To get this app functioning with Twilio, you’ll have to create a free account at Twilio.com. Once you have an account, you’ll need to set up a Twilio phone number here, making sure to enable SMS capabilities.
Now you can get your Flask app working with Twilio. Scroll down to the part of your Twilio number setting that looks similar to this:
The important part is the “Configure With” button: make sure the “Webhooks, TwiML Bins, Functions, Studio, or Proxy” option is selected so you can fill in the Webhooks with the Ngrok link we set up before, making sure to add
/sms so that it communicates with your Flask app correctly.
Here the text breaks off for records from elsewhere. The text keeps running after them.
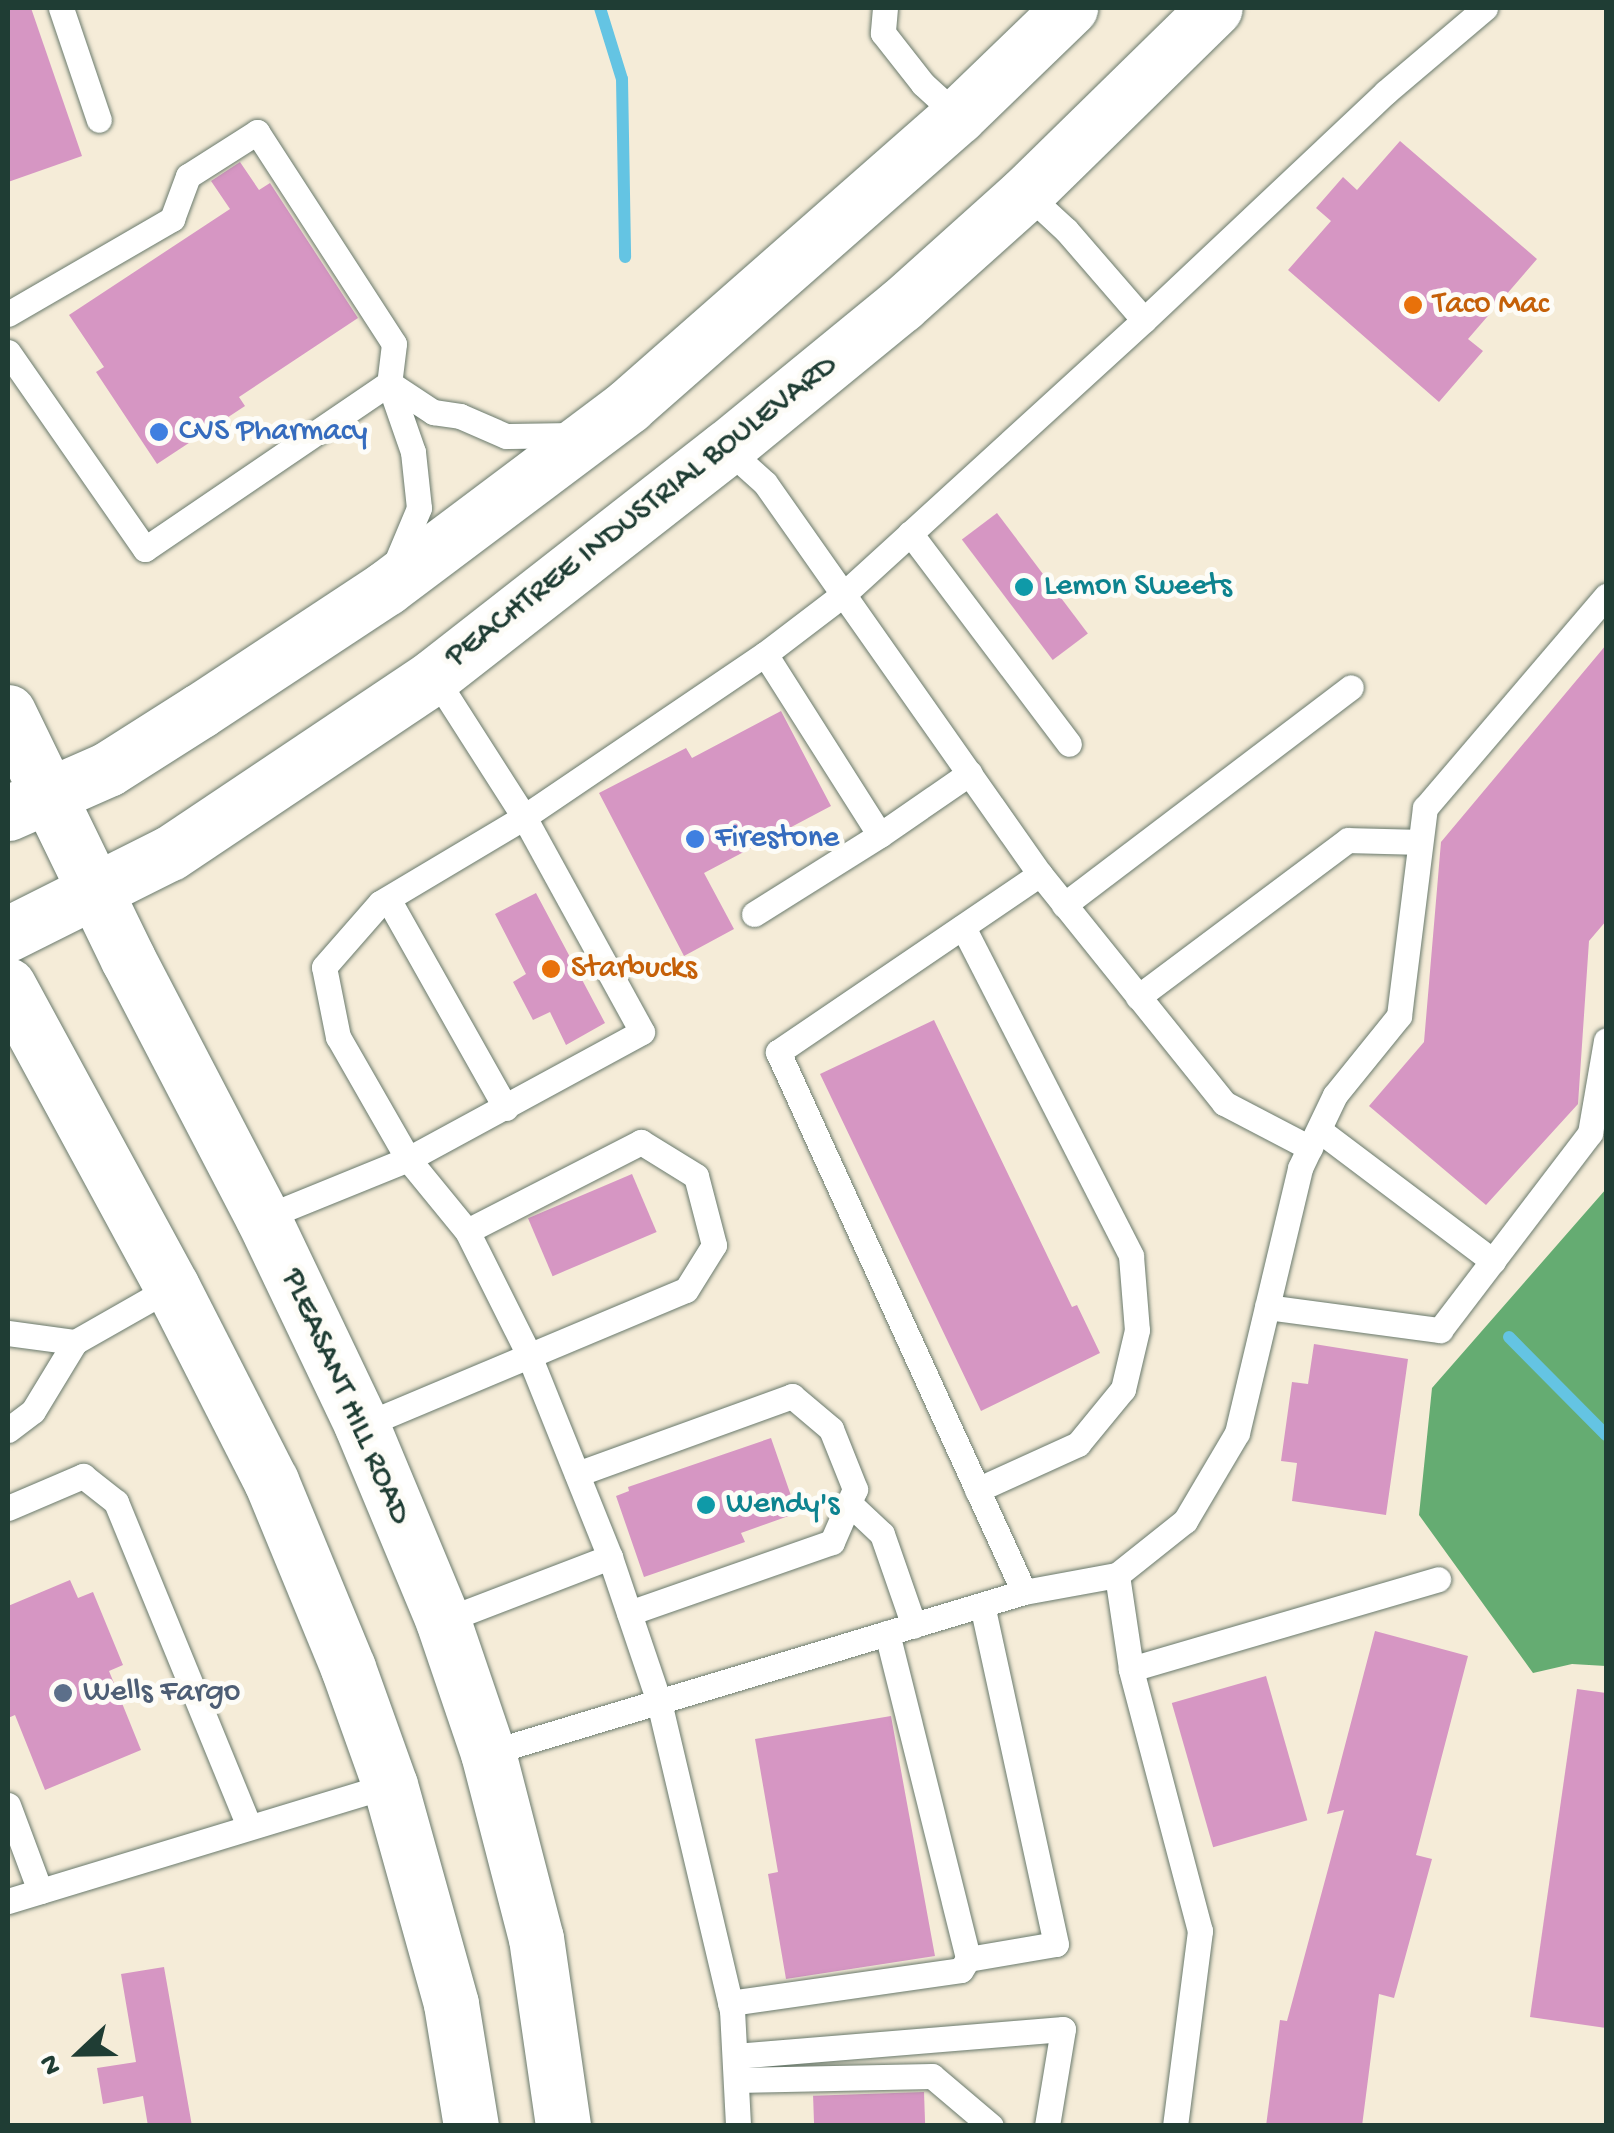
<!DOCTYPE html>
<style>
body{margin:0}
#map{position:relative;width:1614px;height:2133px;overflow:hidden;background:#f5ecd8;font-family:"Gochi Hand",sans-serif}
div>[style]{position:absolute}
.forest>*{inset:0;background:#65ac72}
.stream>*{height:12px;margin:-6px;padding:0 6px;transform-origin:6px;border-radius:6px;background:#64c4e3}
.building>*{inset:0;background:#d696c3;transform-origin:0 0}
.roads{filter:drop-shadow(0 0 2px #6a7a6d) drop-shadow(0 0 2px #6a7a6d)}
.service>*{height:25px;margin:-12.5px;padding:0 12.5px;transform-origin:12.5px;border-radius:12.5px;background:#fff}
.trunk>*{height:55px;margin:-27.5px;padding:0 27.5px;transform-origin:27.5px;border-radius:27.5px;background:#fff}
.dots>*{width:28px;height:28px;translate:-50% -50%;box-sizing:border-box;border:5px solid #fdfcf7;border-radius:50%}
span{translate:-50% -50%;white-space:nowrap;text-align:center;line-height:1.15;-webkit-text-stroke:10px #fdfcf7;paint-order:stroke}
.food-label{font-size:32px;color:#c56008}
.left{translate:0 -50%;text-align:left}
.shop-label{font-size:32px;color:#366cbe}
.street-label{font-size:32px;color:#1f3d34}
.culture-label{font-size:32px;color:#0d838f}
.service-label{font-size:32px;color:#4e5e75}
.frame{position:absolute;inset:0;border:10px solid #1f3d34;pointer-events:none}
.north{position:absolute;left:30px;top:2003px;width:100px;height:100px;-webkit-text-stroke:8px #fdfcf7;paint-order:stroke;rotate:248deg;font-size:28px;font-weight:700;line-height:40px;text-align:center;color:#1f3d34}
.north::after{content:'';display:block;margin:auto;width:35px;height:45px;background:#1f3d34;clip-path:polygon(50% 0,100% 100%,50% 72%,0 100%)}
</style>
<div id="map">
<div class="forest">
<div style="clip-path:polygon(1606px 1189px,1606px 1666px,1572px 1664px,1533px 1673px,1419px 1515px,1432px 1388px)"></div>
</div>
<div class="stream">
<div style="left:600px;top:8px;width:74px;rotate:72.8deg"></div>
<div style="left:622px;top:79px;width:178px;rotate:89deg"></div>
<div style="left:1509px;top:1337px;width:138px;rotate:45.3deg"></div>
</div>
<div class="building">
<div style="clip-path:polygon(8px 8px,31px 8px,82px 156px,8px 182px)"></div>
<div style="clip-path:polygon(1400px 141px,1537px 259px,1468px 339px,1483px 351px,1439px 402px,1288px 270px,1331px 221px,1316px 208px,1343px 177px,1357px 190px)"></div>
<div style="clip-path:polygon(240px 162px,259px 190px,270px 183px,358px 318px,239px 397px,245px 406px,157px 464px,96px 372px,104px 367px,69px 315px,230px 209px,211px 181px)"></div>
<div style="left:997px;top:513px;width:151px;height:44px;rotate:53deg"></div>
<div style="clip-path:polygon(1606px 645px,1606px 921px,1589px 941px,1578px 1104px,1486px 1205px,1369px 1106px,1424px 1042px,1441px 842px)"></div>
<div style="clip-path:polygon(781px 711px,831px 806px,704px 873px,734px 929px,684px 956px,599px 793px,686px 748px,692px 758px)"></div>
<div style="clip-path:polygon(536px 893px,605px 1023px,566px 1045px,550px 1012px,533px 1020px,513px 982px,526px 974px,495px 914px)"></div>
<div style="clip-path:polygon(934px 1020px,1072px 1307px,1077px 1305px,1100px 1353px,981px 1411px,820px 1074px)"></div>
<div style="left:632px;top:1174px;width:63px;height:113px;rotate:67deg"></div>
<div style="clip-path:polygon(1314px 1344px,1408px 1359px,1386px 1515px,1292px 1501px,1297px 1463px,1281px 1461px,1292px 1382px,1308px 1384px)"></div>
<div style="clip-path:polygon(771px 1438px,797px 1513px,741px 1533px,745px 1542px,644px 1577px,616px 1496px,629px 1491px,628px 1487px)"></div>
<div style="clip-path:polygon(70px 1580px,78px 1598px,93px 1592px,123px 1665px,109px 1671px,141px 1750px,45px 1790px,15px 1715px,8px 1718px,8px 1606px)"></div>
<div style="clip-path:polygon(1375px 1631px,1468px 1656px,1416px 1855px,1432px 1859px,1394px 1998px,1379px 1994px,1362px 2126px,1266px 2126px,1280px 2020px,1287px 2021px,1344px 1810px,1327px 1814px)"></div>
<div style="left:1266px;top:1676px;width:150px;height:98px;rotate:74deg"></div>
<div style="clip-path:polygon(1577px 1689px,1606px 1693px,1606px 2028px,1530px 2017px)"></div>
<div style="clip-path:polygon(891px 1716px,935px 1956px,786px 1979px,768px 1874px,778px 1872px,755px 1739px)"></div>
<div style="clip-path:polygon(164px 1967px,192px 2126px,148px 2126px,143px 2096px,103px 2104px,97px 2068px,136px 2062px,121px 1974px)"></div>
<div style="left:924px;top:2092px;width:34px;height:111px;rotate:88deg"></div>
</div>
<div class="roads">
<div class="service">
<div style="left:61px;top:8px;width:118px;rotate:71.3deg"></div>
<div style="left:885px;top:8px;width:25px;rotate:95deg"></div>
<div style="left:883px;top:33px;width:65px;rotate:51.9deg"></div>
<div style="left:923px;top:84px;width:47px;rotate:42.4deg"></div>
<div style="left:8px;top:314px;width:190px;rotate:-30.1deg"></div>
<div style="left:172px;top:219px;width:46px;rotate:-69.6deg"></div>
<div style="left:188px;top:176px;width:82px;rotate:-32.5deg"></div>
<div style="left:257px;top:132px;width:252px;rotate:57.1deg"></div>
<div style="left:394px;top:344px;width:39px;rotate:97deg"></div>
<div style="left:389px;top:383px;width:73px;rotate:70.8deg"></div>
<div style="left:413px;top:452px;width:56px;rotate:83.9deg"></div>
<div style="left:419px;top:508px;width:67px;rotate:112.8deg"></div>
<div style="left:1144px;top:320px;width:332px;rotate:-43.3deg"></div>
<div style="left:1386px;top:92px;width:130px;rotate:-40.3deg"></div>
<div style="left:8px;top:352px;width:240px;rotate:55.2deg"></div>
<div style="left:145px;top:549px;width:295px;rotate:-34.2deg"></div>
<div style="left:389px;top:383px;width:53px;rotate:33.4deg"></div>
<div style="left:433px;top:412px;width:27px;rotate:8deg"></div>
<div style="left:460px;top:416px;width:50px;rotate:23.5deg"></div>
<div style="left:506px;top:436px;width:70px;rotate:-0.8deg"></div>
<div style="left:726px;top:448px;width:52px;rotate:41.9deg"></div>
<div style="left:765px;top:483px;width:478px;rotate:54.9deg"></div>
<div style="left:1040px;top:874px;width:294px;rotate:51.2deg"></div>
<div style="left:1224px;top:1103px;width:97px;rotate:27.6deg"></div>
<div style="left:910px;top:533px;width:264px;rotate:53deg"></div>
<div style="left:765px;top:654px;width:101px;rotate:-37.3deg"></div>
<div style="left:845px;top:593px;width:405px;rotate:-42.4deg"></div>
<div style="left:1144px;top:320px;width:119px;rotate:-130.9deg"></div>
<div style="left:1066px;top:230px;width:54px;rotate:-137.2deg"></div>
<div style="left:434px;top:676px;width:167px;rotate:57.4deg"></div>
<div style="left:524px;top:817px;width:291px;rotate:-34.1deg"></div>
<div style="left:765px;top:654px;width:214px;rotate:57.6deg"></div>
<div style="left:880px;top:835px;width:109px;rotate:-34.6deg"></div>
<div style="left:524px;top:817px;width:245px;rotate:61.2deg"></div>
<div style="left:642px;top:1032px;width:266px;rotate:151.5deg"></div>
<div style="left:408px;top:1159px;width:141px;rotate:-119.8deg"></div>
<div style="left:338px;top:1037px;width:71px;rotate:-101.3deg"></div>
<div style="left:324px;top:967px;width:85px;rotate:-48.8deg"></div>
<div style="left:380px;top:903px;width:168px;rotate:-30.8deg"></div>
<div style="left:1040px;top:874px;width:317px;rotate:145.8deg"></div>
<div style="left:778px;top:1052px;width:593px;rotate:65.51deg"></div>
<div style="left:1024px;top:1592px;width:95px;rotate:-10.4deg"></div>
<div style="left:1117px;top:1575px;width:87px;rotate:-38.5deg"></div>
<div style="left:1185px;top:1521px;width:102px;rotate:-59.4deg"></div>
<div style="left:1237px;top:1433px;width:272px;rotate:-76.6deg"></div>
<div style="left:1300px;top:1168px;width:81px;rotate:-64.4deg"></div>
<div style="left:1335px;top:1095px;width:102px;rotate:-51deg"></div>
<div style="left:1399px;top:1016px;width:210px;rotate:-82.9deg"></div>
<div style="left:1425px;top:808px;width:279px;rotate:-49.5deg"></div>
<div style="left:388px;top:899px;width:240px;rotate:60.6deg"></div>
<div style="left:1064px;top:905px;width:360px;rotate:-37.2deg"></div>
<div style="left:754px;top:914px;width:149px;rotate:-32.1deg"></div>
<div style="left:963px;top:927px;width:369px;rotate:62.9deg"></div>
<div style="left:1131px;top:1256px;width:74px;rotate:85.4deg"></div>
<div style="left:1137px;top:1330px;width:61px;rotate:103.3deg"></div>
<div style="left:1123px;top:1389px;width:71px;rotate:129.3deg"></div>
<div style="left:1078px;top:1444px;width:111px;rotate:155.5deg"></div>
<div style="left:1138px;top:997px;width:262px;rotate:-36.8deg"></div>
<div style="left:1348px;top:840px;width:72px;rotate:1.6deg"></div>
<div style="left:1319px;top:1130px;width:218px;rotate:37deg"></div>
<div style="left:263px;top:1218px;width:157px;rotate:-22.1deg"></div>
<div style="left:408px;top:1159px;width:93px;rotate:50.7deg"></div>
<div style="left:467px;top:1231px;width:136px;rotate:63.4deg"></div>
<div style="left:528px;top:1353px;width:220px;rotate:68.1deg"></div>
<div style="left:610px;top:1557px;width:153px;rotate:71.3deg"></div>
<div style="left:659px;top:1702px;width:317px;rotate:76.7deg"></div>
<div style="left:732px;top:2010px;width:116px;rotate:87deg"></div>
<div style="left:1267px;top:1307px;width:175px;rotate:7.6deg"></div>
<div style="left:1440px;top:1330px;width:248px;rotate:-52.7deg"></div>
<div style="left:1590px;top:1133px;width:94px;rotate:-80.2deg"></div>
<div style="left:8px;top:1333px;width:68px;rotate:7.7deg"></div>
<div style="left:75px;top:1342px;width:112px;rotate:-29.6deg"></div>
<div style="left:362px;top:1426px;width:351px;rotate:-22.8deg"></div>
<div style="left:686px;top:1290px;width:53px;rotate:-58.1deg"></div>
<div style="left:714px;top:1245px;width:71px;rotate:-104.6deg"></div>
<div style="left:696px;top:1176px;width:65px;rotate:-148.3deg"></div>
<div style="left:641px;top:1142px;width:195px;rotate:152.9deg"></div>
<div style="left:8px;top:1430px;width:31px;rotate:-37deg"></div>
<div style="left:33px;top:1411px;width:81px;rotate:-58.7deg"></div>
<div style="left:577px;top:1474px;width:229px;rotate:-19.9deg"></div>
<div style="left:792px;top:1396px;width:51px;rotate:40.2deg"></div>
<div style="left:831px;top:1429px;width:65px;rotate:68.2deg"></div>
<div style="left:855px;top:1489px;width:58px;rotate:113.5deg"></div>
<div style="left:832px;top:1542px;width:215px;rotate:160.7deg"></div>
<div style="left:849px;top:1503px;width:45px;rotate:43.2deg"></div>
<div style="left:882px;top:1534px;width:97px;rotate:70.8deg"></div>
<div style="left:8px;top:1508px;width:82px;rotate:-23.1deg"></div>
<div style="left:83px;top:1476px;width:42px;rotate:38.2deg"></div>
<div style="left:116px;top:1502px;width:351px;rotate:67.7deg"></div>
<div style="left:1117px;top:1575px;width:95px;rotate:81.5deg"></div>
<div style="left:443px;top:1621px;width:179px;rotate:-21deg"></div>
<div style="left:887px;top:1633px;width:336px;rotate:76deg"></div>
<div style="left:968px;top:1959px;width:89px;rotate:-9.7deg"></div>
<div style="left:1056px;top:1944px;width:347px;rotate:-102.3deg"></div>
<div style="left:488px;top:1753px;width:560px;rotate:-16.72deg"></div>
<div style="left:8px;top:1805px;width:92px;rotate:69.6deg"></div>
<div style="left:8px;top:1901px;width:399px;rotate:-16.9deg"></div>
<div style="left:730px;top:2003px;width:233px;rotate:-8.1deg"></div>
<div style="left:961px;top:1970px;width:13px;rotate:-58deg"></div>
<div style="left:735px;top:2056px;width:329px;rotate:-4.7deg"></div>
<div style="left:1063px;top:2029px;width:98px;rotate:99.4deg"></div>
<div style="left:736px;top:2080px;width:196px;rotate:-1.2deg"></div>
<div style="left:932px;top:2076px;width:77px;rotate:40.3deg"></div>
<div style="left:1175px;top:2126px;width:197px;rotate:-82.7deg"></div>
<div style="left:1200px;top:1931px;width:271px;rotate:-104.8deg"></div>
<div style="left:1131px;top:1669px;width:320px;rotate:-16.3deg"></div>
</div>
<div class="trunk">
<div style="left:8px;top:712px;width:275px;rotate:64.1deg"></div>
<div style="left:128px;top:959px;width:292px;rotate:62.5deg"></div>
<div style="left:263px;top:1218px;width:230px;rotate:64.5deg"></div>
<div style="left:362px;top:1426px;width:211px;rotate:67.4deg"></div>
<div style="left:443px;top:1621px;width:139px;rotate:71.2deg"></div>
<div style="left:488px;top:1753px;width:191px;rotate:75.5deg"></div>
<div style="left:536px;top:1938px;width:190px;rotate:81.8deg"></div>
<div style="left:8px;top:813px;width:109px;rotate:-23.7deg"></div>
<div style="left:108px;top:769px;width:110px;rotate:-32.4deg"></div>
<div style="left:201px;top:710px;width:222px;rotate:-33.4deg"></div>
<div style="left:386px;top:588px;width:303px;rotate:-36.9deg"></div>
<div style="left:628px;top:406px;width:439px;rotate:-41.3deg"></div>
<div style="left:958px;top:116px;width:156px;rotate:-44deg"></div>
<div style="left:8px;top:934px;width:181px;rotate:-26.6deg"></div>
<div style="left:170px;top:853px;width:318px;rotate:-33.8deg"></div>
<div style="left:434px;top:676px;width:370px;rotate:-38deg"></div>
<div style="left:726px;top:448px;width:226px;rotate:-39.3deg"></div>
<div style="left:901px;top:305px;width:168px;rotate:-41.9deg"></div>
<div style="left:1026px;top:193px;width:264px;rotate:-44.4deg"></div>
<div style="left:8px;top:985px;width:344px;rotate:61.5deg"></div>
<div style="left:172px;top:1287px;width:218px;rotate:63deg"></div>
<div style="left:271px;top:1481px;width:202px;rotate:67.6deg"></div>
<div style="left:348px;top:1668px;width:124px;rotate:70.3deg"></div>
<div style="left:390px;top:1785px;width:227px;rotate:74.4deg"></div>
<div style="left:451px;top:2004px;width:124px;rotate:80.7deg"></div>
</div>
</div>
<div class="dots">
<div style="left:1413px;top:305px;background:#e8710a"></div>
<div style="left:159px;top:432px;background:#3f7fe0"></div>
<div style="left:1024px;top:587px;background:#0f9aa8"></div>
<div style="left:695px;top:839px;background:#3f7fe0"></div>
<div style="left:551px;top:969px;background:#e8710a"></div>
<div style="left:706px;top:1505px;background:#0f9aa8"></div>
<div style="left:63px;top:1693px;background:#5c6f8a"></div>
</div>
<div class="food-label">
<span class="left" style="left:1433px;top:305px">Taco Mac</span>
<span class="left" style="left:571px;top:969px">Starbucks</span>
</div>
<div class="shop-label">
<span class="left" style="left:179px;top:432px">CVS Pharmacy</span>
<span class="left" style="left:715px;top:839px">Firestone</span>
</div>
<div class="street-label">
<span style="left:642px;top:512px;rotate:-38deg">PEACHTREE INDUSTRIAL BOULEVARD</span>
<span style="left:345px;top:1397px;rotate:66deg">PLEASANT HILL ROAD</span>
</div>
<div class="culture-label">
<span class="left" style="left:1044px;top:587px">Lemon Sweets</span>
<span class="left" style="left:726px;top:1505px">Wendy's</span>
</div>
<div class="service-label">
<span class="left" style="left:83px;top:1693px">Wells Fargo</span>
</div>
<div class="frame"></div>
<div class="north">N</div>
</div>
Once you save, you’re finished! To review, you created an app that uses the Trello API to retrieve your to-do list and send a random task via the Twilio SMS API. After setting it up with ngrok, you can now send text messages to your Twilio number and receive a response as follows:
If you want to extend this app, you could take this further and return a to-do item based off of how long you’ve been neglecting it, but for now our naive app will do!